As the DAS leaves CASA on 31 August 2014, CASR Part 61 will be effective the next day on 1 September 2014. A CASA spokesperson told AHIA the new legislation is definitely going ahead on schedule and their staff were now being briefed on the new system. As there are still many unresolved matters; these will be covered by the issue of “Concessions” to tide us over the coming transition period.
RIP – Queensland Institute for Aviation Engineering. Queensland’s Sunshine Coast Daily recently announced the Supreme Court
has given the green light for creditors to step in at Queensland Institute for Aviation Engineering, established at Caloundra Airport
in 2000. QIAE is now in liquidation. The loss of the company, which provided training for about 60 apprentices, pre-trade and
international students is not welcome news for our industry heading towards a shortage of maintenance technicians. We wish all
those involved all the best for the future.

Please communicate!

The AHIA Regulatory Review Coordinator has advised the AHIA Board that we must demand the regulator not place documents on their website listed as “Final” and then tell our review committee it was really only a draft. For example, the stated final version of the CASR Part 61 Manual of Standards was released on the 2 June 2014. When the AHIA later submitted comments on serious safety issues, the CASA’s written reply stated the MoS was actually a draft (although published as the final version) and will be changed again for release. Not a good move when we were then only a few days away from the implementation date.

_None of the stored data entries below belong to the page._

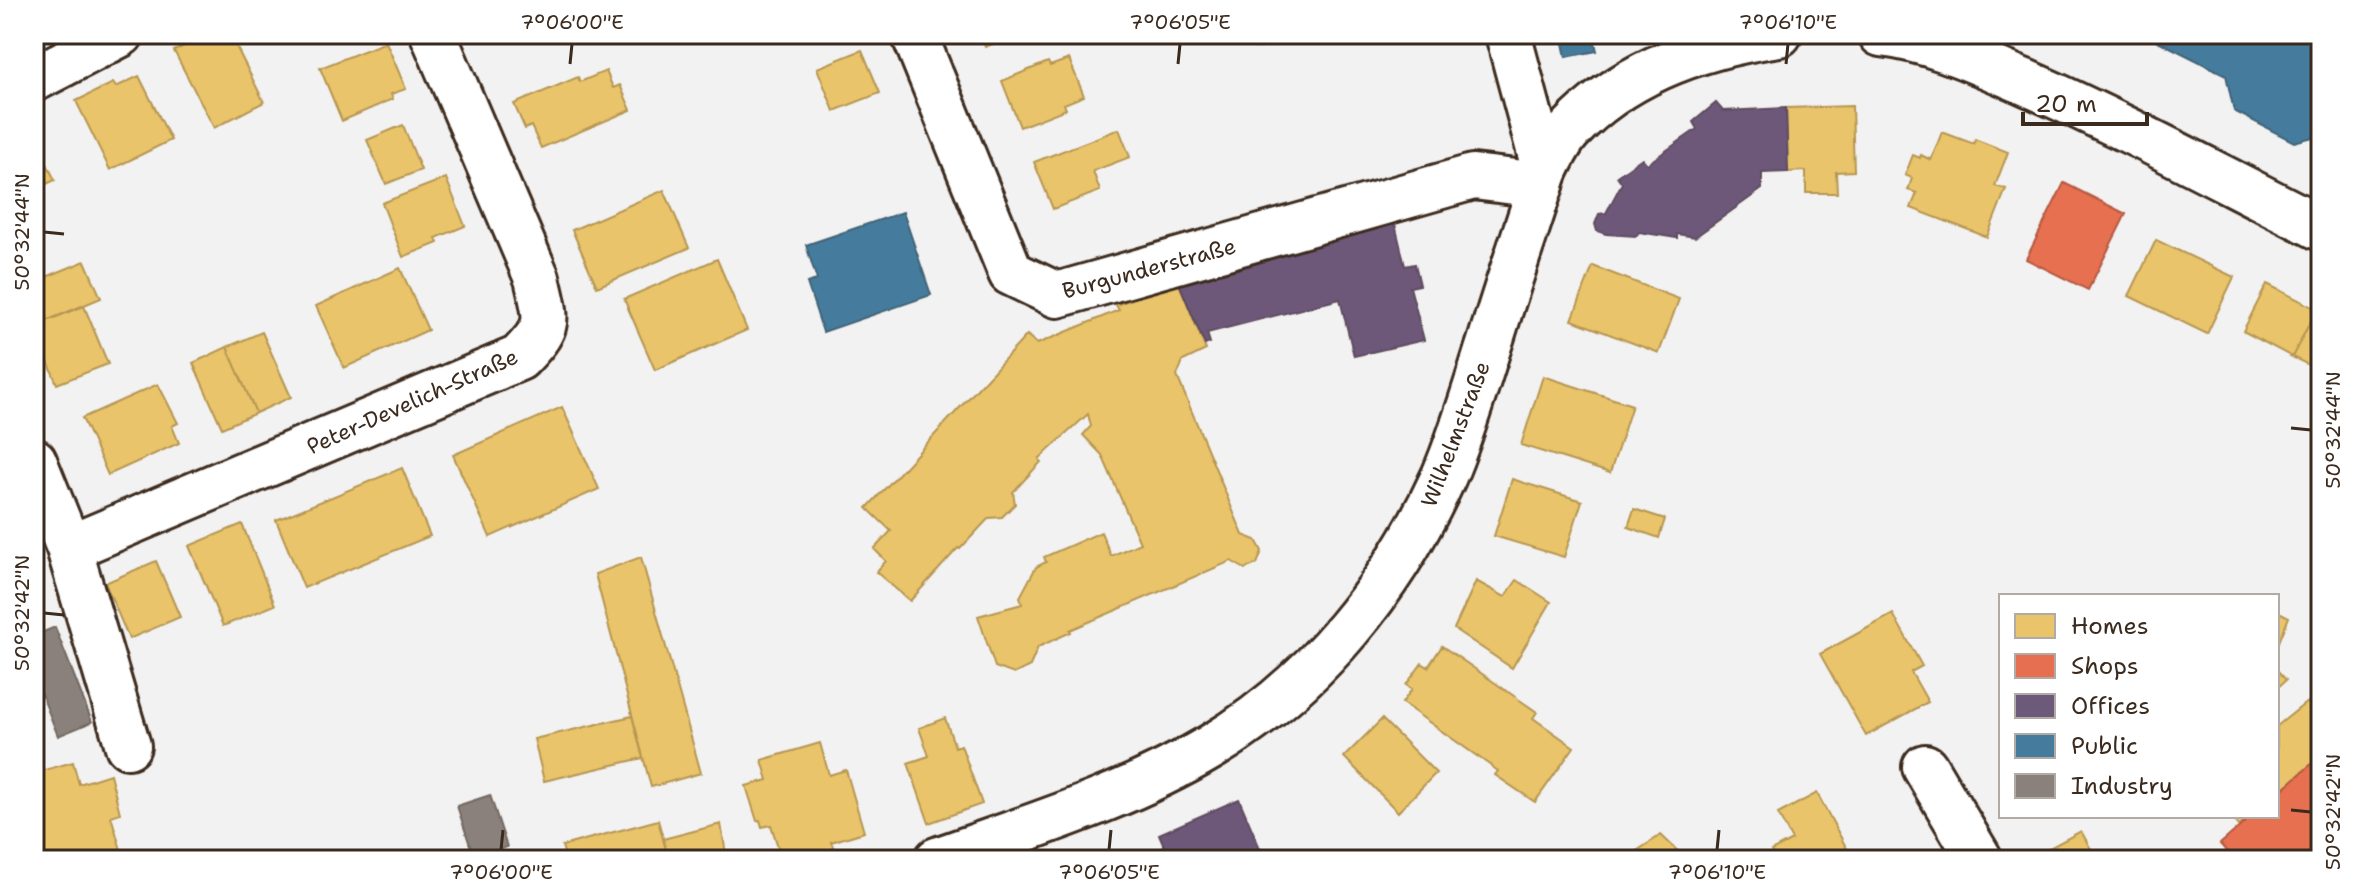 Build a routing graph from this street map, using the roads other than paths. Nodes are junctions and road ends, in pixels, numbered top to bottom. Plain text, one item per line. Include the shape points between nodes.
1 (121, 34) edge
2 (433, 34) edge
3 (914, 34) edge
4 (1508, 34) edge
5 (1779, 34) edge
6 (1881, 34) edge
7 (34, 79) edge
8 (1543, 178) junction
9 (2321, 228) edge
10 (34, 461) edge
11 (69, 548) junction
12 (128, 746) dead end
13 (1925, 767) dead end
14 (937, 860) edge
15 (1980, 860) edge

1 - 7 street
2 - 11 street, Peter-Develich-Straße via 537,278 546,315 541,335 519,358
3 - 8 street, Burgunderstraße via 1011,273 1057,295 1473,177
4 - 8 street
5 - 8 street, Wilhelmstraße via 1712,48 1630,82 1569,131
6 - 9 street via 1958,53 2068,101
8 - 14 street, Wilhelmstraße via 1444,476 1407,547 1352,626 1270,708 1212,747 1128,789
10 - 11 street
11 - 12 street
13 - 15 street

IREX and the instrument rating. The AHIA has always held the view our steady annual growth of 6% to 8% will cause a shortage of instrument rated pilots, especially as the demand for IFR qualified multi-engine pilots has increased due to the accelerated growth of ME heavy helicopter registrations. But the introduction of CASR Part 61 (Flight Crew Licensing) will bring expensive changes. For example, cessation of the co-pilot licence will have an impact on aircrew supply.
The AHIA Board knows this topic has been overlooked by many due to the enormous flood of other new aviation rules. So we are rolling up our sleeves and are seeking ‘helping hands’ (or brains)?

Smiling crocodiles?

The draft helicopter sling load rules for carrying a person on a sling device will ban the R44 (piston) helicopters now used for collecting crocodile eggs. A number of these machines have been around for more than a decade without any significant safety problems, according to the operators. New rules state a turbine powered helicopter must be used. Your AHIA queried why the need to reduce HOGE weight by 20% for the ambient conditions?

A well meaning and very helpful CASA staffer said it appears to come from EASA rules; the assumption being that in the event of a magneto failure there was a reasonable chance the machine can move the egg collector safely to an area away from Mother Crocodile. Concerns are being expressed the Industry may not be able to afford the cost of going turbine. The CASA team working
on this draft are seeking a safety case from the operators to avoid the harsh restrictions and welcomed the AHIA becoming involved
in this process as a lot is at stake.
But pause awhile and enjoy a light hearted moment – what about the 20% factor – think about it?